[Recorded data]
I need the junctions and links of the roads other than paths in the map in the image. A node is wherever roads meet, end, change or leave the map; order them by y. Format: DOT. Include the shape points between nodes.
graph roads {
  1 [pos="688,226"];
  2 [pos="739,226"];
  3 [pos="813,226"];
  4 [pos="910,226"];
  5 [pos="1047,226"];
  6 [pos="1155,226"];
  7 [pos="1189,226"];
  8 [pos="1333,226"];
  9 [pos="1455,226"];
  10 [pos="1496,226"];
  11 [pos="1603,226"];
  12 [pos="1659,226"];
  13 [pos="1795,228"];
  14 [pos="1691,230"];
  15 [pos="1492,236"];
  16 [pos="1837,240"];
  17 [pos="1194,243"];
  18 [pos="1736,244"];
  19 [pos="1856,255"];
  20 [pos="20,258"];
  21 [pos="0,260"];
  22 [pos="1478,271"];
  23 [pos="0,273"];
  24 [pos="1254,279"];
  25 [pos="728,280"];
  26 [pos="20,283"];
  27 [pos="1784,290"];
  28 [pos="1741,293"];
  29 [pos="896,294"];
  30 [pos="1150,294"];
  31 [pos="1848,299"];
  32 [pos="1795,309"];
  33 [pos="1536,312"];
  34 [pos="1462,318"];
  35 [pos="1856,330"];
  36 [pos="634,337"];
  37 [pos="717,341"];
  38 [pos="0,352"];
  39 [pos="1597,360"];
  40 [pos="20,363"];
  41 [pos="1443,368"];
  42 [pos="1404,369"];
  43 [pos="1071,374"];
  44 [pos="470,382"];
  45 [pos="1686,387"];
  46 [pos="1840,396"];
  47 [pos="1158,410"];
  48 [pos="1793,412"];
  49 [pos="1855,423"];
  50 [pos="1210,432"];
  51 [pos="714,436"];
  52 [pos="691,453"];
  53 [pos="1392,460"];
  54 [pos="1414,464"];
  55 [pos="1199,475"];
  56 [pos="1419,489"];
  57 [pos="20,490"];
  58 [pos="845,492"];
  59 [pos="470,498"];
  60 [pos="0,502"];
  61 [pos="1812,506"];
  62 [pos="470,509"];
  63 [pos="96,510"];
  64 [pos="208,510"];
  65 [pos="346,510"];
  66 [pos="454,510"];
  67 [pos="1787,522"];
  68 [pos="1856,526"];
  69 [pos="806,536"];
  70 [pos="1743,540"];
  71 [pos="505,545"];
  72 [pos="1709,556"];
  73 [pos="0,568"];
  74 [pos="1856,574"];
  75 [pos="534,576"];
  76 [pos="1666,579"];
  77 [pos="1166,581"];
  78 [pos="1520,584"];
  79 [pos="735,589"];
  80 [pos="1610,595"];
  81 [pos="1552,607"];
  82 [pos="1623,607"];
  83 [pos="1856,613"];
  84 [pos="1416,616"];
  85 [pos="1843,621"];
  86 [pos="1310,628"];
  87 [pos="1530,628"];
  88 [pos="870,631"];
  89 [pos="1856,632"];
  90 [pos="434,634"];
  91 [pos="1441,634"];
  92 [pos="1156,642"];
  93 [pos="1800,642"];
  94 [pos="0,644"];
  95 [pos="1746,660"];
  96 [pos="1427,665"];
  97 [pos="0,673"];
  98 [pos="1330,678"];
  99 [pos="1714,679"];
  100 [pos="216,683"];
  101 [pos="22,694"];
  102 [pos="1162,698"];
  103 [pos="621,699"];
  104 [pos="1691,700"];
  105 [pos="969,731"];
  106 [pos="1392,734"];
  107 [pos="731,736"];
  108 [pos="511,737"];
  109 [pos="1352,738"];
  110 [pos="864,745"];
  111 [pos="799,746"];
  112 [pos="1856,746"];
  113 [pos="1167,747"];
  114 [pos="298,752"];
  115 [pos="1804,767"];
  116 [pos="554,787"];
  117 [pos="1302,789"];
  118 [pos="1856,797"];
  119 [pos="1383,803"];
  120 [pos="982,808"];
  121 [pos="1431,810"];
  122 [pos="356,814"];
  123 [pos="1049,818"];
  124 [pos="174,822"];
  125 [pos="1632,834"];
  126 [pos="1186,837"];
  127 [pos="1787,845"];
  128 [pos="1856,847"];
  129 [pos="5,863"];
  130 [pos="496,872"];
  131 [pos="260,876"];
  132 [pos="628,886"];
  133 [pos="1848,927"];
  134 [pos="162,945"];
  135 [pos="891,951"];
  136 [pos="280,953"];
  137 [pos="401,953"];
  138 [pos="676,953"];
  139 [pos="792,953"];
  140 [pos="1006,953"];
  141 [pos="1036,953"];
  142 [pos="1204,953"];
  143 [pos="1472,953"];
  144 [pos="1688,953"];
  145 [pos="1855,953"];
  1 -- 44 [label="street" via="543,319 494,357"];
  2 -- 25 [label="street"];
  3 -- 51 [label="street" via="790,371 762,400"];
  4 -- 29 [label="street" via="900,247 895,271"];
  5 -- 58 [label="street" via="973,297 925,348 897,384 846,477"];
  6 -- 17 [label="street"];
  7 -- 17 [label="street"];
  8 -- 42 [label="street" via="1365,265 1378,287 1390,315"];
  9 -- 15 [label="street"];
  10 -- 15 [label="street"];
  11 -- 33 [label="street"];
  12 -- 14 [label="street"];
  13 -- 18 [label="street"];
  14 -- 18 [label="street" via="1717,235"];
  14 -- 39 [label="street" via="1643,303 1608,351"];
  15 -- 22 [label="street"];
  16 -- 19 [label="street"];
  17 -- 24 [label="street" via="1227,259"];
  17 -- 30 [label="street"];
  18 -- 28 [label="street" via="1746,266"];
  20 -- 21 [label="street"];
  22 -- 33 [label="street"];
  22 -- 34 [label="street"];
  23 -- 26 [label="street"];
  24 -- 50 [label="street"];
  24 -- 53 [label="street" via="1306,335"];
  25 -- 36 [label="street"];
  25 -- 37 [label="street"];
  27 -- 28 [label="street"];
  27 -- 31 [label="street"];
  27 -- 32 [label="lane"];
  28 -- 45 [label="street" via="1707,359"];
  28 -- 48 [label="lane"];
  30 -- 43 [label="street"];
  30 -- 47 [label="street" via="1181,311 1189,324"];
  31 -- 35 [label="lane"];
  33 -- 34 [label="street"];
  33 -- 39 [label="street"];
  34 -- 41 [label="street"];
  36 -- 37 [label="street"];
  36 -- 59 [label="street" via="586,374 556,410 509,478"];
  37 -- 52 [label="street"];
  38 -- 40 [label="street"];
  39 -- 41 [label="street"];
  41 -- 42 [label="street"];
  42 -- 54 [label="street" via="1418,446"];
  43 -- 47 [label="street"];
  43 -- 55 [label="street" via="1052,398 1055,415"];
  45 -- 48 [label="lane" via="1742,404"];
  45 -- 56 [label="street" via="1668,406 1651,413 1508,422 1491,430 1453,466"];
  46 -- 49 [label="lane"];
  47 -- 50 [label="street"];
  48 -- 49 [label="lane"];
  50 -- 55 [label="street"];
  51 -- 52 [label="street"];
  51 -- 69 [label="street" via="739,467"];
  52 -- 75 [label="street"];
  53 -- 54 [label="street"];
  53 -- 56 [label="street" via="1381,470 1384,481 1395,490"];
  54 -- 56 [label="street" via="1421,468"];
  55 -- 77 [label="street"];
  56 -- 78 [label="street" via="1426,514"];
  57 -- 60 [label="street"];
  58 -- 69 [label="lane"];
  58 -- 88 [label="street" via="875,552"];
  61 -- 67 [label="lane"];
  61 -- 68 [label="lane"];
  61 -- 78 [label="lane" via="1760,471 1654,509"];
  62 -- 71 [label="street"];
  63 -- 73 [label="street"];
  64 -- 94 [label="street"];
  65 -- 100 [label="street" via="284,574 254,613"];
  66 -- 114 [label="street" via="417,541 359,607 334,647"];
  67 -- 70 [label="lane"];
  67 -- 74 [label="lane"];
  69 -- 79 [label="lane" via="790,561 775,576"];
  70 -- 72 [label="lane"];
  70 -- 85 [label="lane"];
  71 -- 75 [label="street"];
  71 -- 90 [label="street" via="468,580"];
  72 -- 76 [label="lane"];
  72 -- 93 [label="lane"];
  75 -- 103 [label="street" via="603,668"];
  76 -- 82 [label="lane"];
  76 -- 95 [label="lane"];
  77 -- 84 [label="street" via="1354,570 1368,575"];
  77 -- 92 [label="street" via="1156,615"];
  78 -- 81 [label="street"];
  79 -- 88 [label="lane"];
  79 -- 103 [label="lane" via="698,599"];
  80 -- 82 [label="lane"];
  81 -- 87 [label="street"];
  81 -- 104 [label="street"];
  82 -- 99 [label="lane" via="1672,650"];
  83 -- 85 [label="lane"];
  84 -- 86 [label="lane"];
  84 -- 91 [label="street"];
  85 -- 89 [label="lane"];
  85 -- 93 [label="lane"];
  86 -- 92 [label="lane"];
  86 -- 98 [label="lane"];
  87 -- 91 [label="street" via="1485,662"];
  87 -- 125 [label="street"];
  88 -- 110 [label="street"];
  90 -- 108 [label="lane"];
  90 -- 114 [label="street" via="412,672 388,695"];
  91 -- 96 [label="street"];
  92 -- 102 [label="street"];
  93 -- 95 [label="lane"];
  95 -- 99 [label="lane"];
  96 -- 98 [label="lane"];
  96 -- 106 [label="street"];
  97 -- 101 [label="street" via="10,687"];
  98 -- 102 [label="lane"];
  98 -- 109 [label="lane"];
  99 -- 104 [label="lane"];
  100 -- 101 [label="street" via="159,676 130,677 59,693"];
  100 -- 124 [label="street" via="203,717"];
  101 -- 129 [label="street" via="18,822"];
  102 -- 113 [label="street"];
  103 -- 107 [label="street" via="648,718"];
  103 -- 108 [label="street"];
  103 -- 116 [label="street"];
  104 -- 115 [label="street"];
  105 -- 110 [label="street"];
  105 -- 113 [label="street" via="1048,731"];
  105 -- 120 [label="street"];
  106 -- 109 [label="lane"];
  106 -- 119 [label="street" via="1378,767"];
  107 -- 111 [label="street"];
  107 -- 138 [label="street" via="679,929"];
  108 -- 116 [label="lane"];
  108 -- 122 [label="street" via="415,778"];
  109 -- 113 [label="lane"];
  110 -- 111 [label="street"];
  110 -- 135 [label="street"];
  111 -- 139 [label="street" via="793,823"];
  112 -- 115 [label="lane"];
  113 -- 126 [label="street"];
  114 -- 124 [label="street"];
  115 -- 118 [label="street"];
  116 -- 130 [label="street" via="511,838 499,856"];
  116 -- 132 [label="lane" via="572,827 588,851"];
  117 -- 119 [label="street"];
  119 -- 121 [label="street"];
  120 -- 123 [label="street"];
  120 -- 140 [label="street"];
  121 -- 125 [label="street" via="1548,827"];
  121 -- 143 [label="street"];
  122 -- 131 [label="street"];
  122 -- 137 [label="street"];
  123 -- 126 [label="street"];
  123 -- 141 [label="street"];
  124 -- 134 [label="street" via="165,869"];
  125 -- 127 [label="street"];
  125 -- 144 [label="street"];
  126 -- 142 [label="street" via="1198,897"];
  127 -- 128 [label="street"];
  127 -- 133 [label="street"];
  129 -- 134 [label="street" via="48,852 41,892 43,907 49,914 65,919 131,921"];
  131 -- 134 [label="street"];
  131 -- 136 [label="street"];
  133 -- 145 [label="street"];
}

→ **WORK TO COMPLETE**
Report every line in the data that holds "roads", copying each one.

→ **SOLVED PROBLEM**
I need the junctions and links of the roads other than paths in the map in the image. A node is wherever roads meet, end, change or leave the map; order them by y. Format: DOT. Include the shape points between nodes.
graph roads {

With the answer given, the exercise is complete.